Seriously what if this was possible. Would ride requests go up or down?


----------



## rideshareMN (Jan 25, 2017)

easy -- you'd get fewer ride requests from undesirable PAXholes


----------



## Spyglass67 (Feb 3, 2018)

I sure do hope so...cause no one is perfect including drivers who drive but its depressing when you get a random 1 star every month


----------



## ntcindetroit (Mar 23, 2017)

Is 1-star an act of *discimination* in disguise?


----------



## Spyglass67 (Feb 3, 2018)

ntcindetroit said:


> Is 1-star an act of *discimination* in disguise?


What do you mean?


----------



## Sl0re10 (May 7, 2018)

Spyglass67 said:


> What do you mean?


If the rider doesn't like you due to your ethnicity?


----------



## Spyglass67 (Feb 3, 2018)

I guess its a free country


----------



## sheridens (Feb 25, 2018)

Does Uber really do that? - give credits to all who give a bad rating?

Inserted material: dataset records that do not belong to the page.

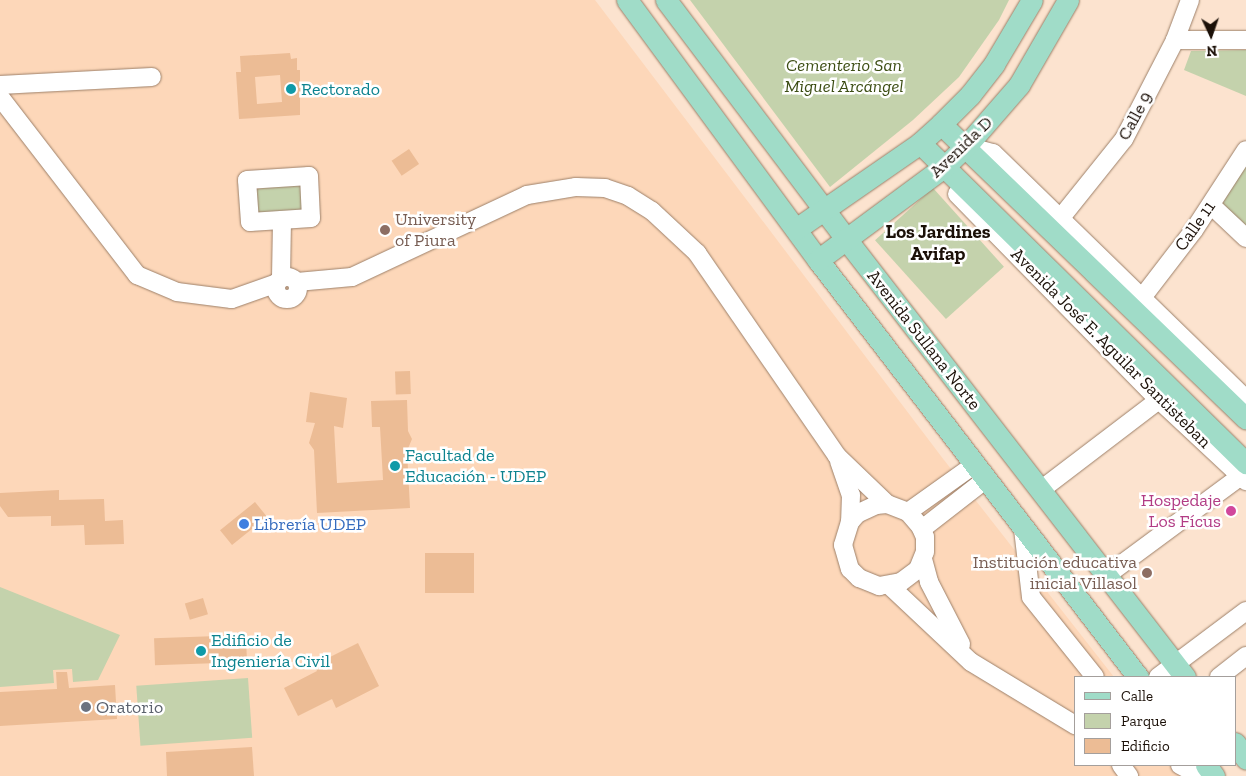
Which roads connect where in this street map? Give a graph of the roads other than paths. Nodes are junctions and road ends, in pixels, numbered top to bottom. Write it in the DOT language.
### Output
graph roads {
  1 [pos="628,0"];
  2 [pos="666,0"];
  3 [pos="1032,0"];
  4 [pos="1068,0"];
  5 [pos="1190,0"];
  6 [pos="1175,40"];
  7 [pos="1246,40"];
  8 [pos="152,77"];
  9 [pos="0,85"];
  10 [pos="0,97"];
  11 [pos="941,124"];
  12 [pos="920,143"];
  13 [pos="966,146"];
  14 [pos="1246,150"];
  15 [pos="944,166"];
  16 [pos="1211,205"];
  17 [pos="824,208"];
  18 [pos="282,220"];
  19 [pos="1059,220"];
  20 [pos="796,229"];
  21 [pos="1246,238"];
  22 [pos="846,239"];
  23 [pos="818,260"];
  24 [pos="287,286"];
  25 [pos="1140,299"];
  26 [pos="1246,399"];
  27 [pos="1159,400"];
  28 [pos="1246,419"];
  29 [pos="837,456"];
  30 [pos="979,473"];
  31 [pos="1244,473"];
  32 [pos="1042,489"];
  33 [pos="887,504"];
  34 [pos="908,512"];
  35 [pos="850,522"];
  36 [pos="922,529"];
  37 [pos="1023,529"];
  38 [pos="923,559"];
  39 [pos="1107,576"];
  40 [pos="890,586"];
  41 [pos="1246,612"];
  42 [pos="1246,656"];
  43 [pos="972,662"];
  44 [pos="1180,672"];
  45 [pos="1094,676"];
  46 [pos="1137,676"];
  47 [pos="1162,676"];
  48 [pos="1220,676"];
  49 [pos="1074,724"];
  50 [pos="1236,745"];
  51 [pos="1246,758"];
  52 [pos="1182,766"];
  53 [pos="1201,776"];
  1 -- 20 [label="main road, Avenida Sullana Norte"];
  2 -- 17 [label="main road, Avenida Sullana Norte"];
  3 -- 11 [label="main road, Avenida D"];
  4 -- 13 [label="main road, Avenida D"];
  5 -- 6 [label="street, Calle 9"];
  6 -- 7 [label="street"];
  6 -- 19 [label="street, Calle 9"];
  8 -- 9 [label="street"];
  10 -- 24 [label="street"];
  11 -- 12 [label="main road, Avenida D"];
  11 -- 13 [label="main road"];
  12 -- 15 [label="main road, Avenida José E. Aguilar Santisteban"];
  12 -- 17 [label="main road, Avenida D"];
  13 -- 15 [label="main road, Avenida D"];
  13 -- 19 [label="street"];
  13 -- 28 [label="main road"];
  14 -- 16 [label="street, Calle 11"];
  15 -- 22 [label="main road, Avenida D"];
  15 -- 27 [label="street, Avenida José E. Aguilar Santisteban"];
  15 -- 31 [label="main road, Avenida José E. Aguilar Santisteban"];
  16 -- 21 [label="street"];
  16 -- 25 [label="street, Calle 11"];
  17 -- 20 [label="main road, Avenida D"];
  17 -- 22 [label="main road, Avenida Sullana Norte"];
  18 -- 24 [label="street"];
  19 -- 25 [label="street"];
  20 -- 23 [label="main road, Avenida Sullana Norte"];
  22 -- 23 [label="main road, Avenida D"];
  22 -- 32 [label="main road, Avenida Sullana Norte"];
  23 -- 30 [label="main road, Avenida Sullana Norte"];
  24 -- 29 [label="street"];
  25 -- 26 [label="street"];
  27 -- 31 [label="street, Avenida José E. Aguilar Santisteban"];
  27 -- 32 [label="street"];
  29 -- 33 [label="street"];
  29 -- 35 [label="street"];
  30 -- 34 [label="street"];
  30 -- 36 [label="street"];
  30 -- 37 [label="main road, Avenida Sullana Norte"];
  31 -- 39 [label="street"];
  32 -- 39 [label="main road, Avenida Sullana Norte"];
  33 -- 34 [label="street"];
  33 -- 35 [label="street"];
  34 -- 36 [label="street"];
  35 -- 40 [label="street"];
  36 -- 38 [label="street"];
  37 -- 45 [label="street"];
  37 -- 46 [label="main road, Avenida Sullana Norte"];
  38 -- 40 [label="street"];
  38 -- 43 [label="street"];
  39 -- 44 [label="main road, Avenida Sullana Norte"];
  40 -- 43 [label="street"];
  41 -- 44 [label="street"];
  42 -- 48 [label="street"];
  43 -- 49 [label="street"];
  44 -- 47 [label="street"];
  50 -- 51 [label="main road"];
  52 -- 53 [label="street"];
}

At a busy shopping centre car park, I picked up a rider and her elderly mother. They were waiting between a no stopping zone and a full taxi rank - where I couldn't pull over. On entering the back seat, she commented that my car was spotless. During the trip, she asked if she could take the water. Then she commented that there were no lollies. Her mother ate in my car and I only noticed at the point where she was brushing the crumbs off her lap. I dropped them at a beauty salon and knew they would likely need to order another Uber to get home. About an hour later, I get a 1 star and report for "car condition". I checked the trip, and discovered that it had gone into wait time (about $0.40) due to me having to traverse rows of parked cars to get to them. I drive a decent sized, mid-range, comfortable SUV which I had thoroughly cleaned earlier that morning.


----------



## rideshareMN (Jan 25, 2017)

ouch...if it came from that ride, they were simply scamming you; there are some slimy low lifes out there; mighta been worth it to 1-star them right away with comments, and send in a photos of the crumbs requesting cleaning charge -- that would at least teach them not to do that to the next driver


----------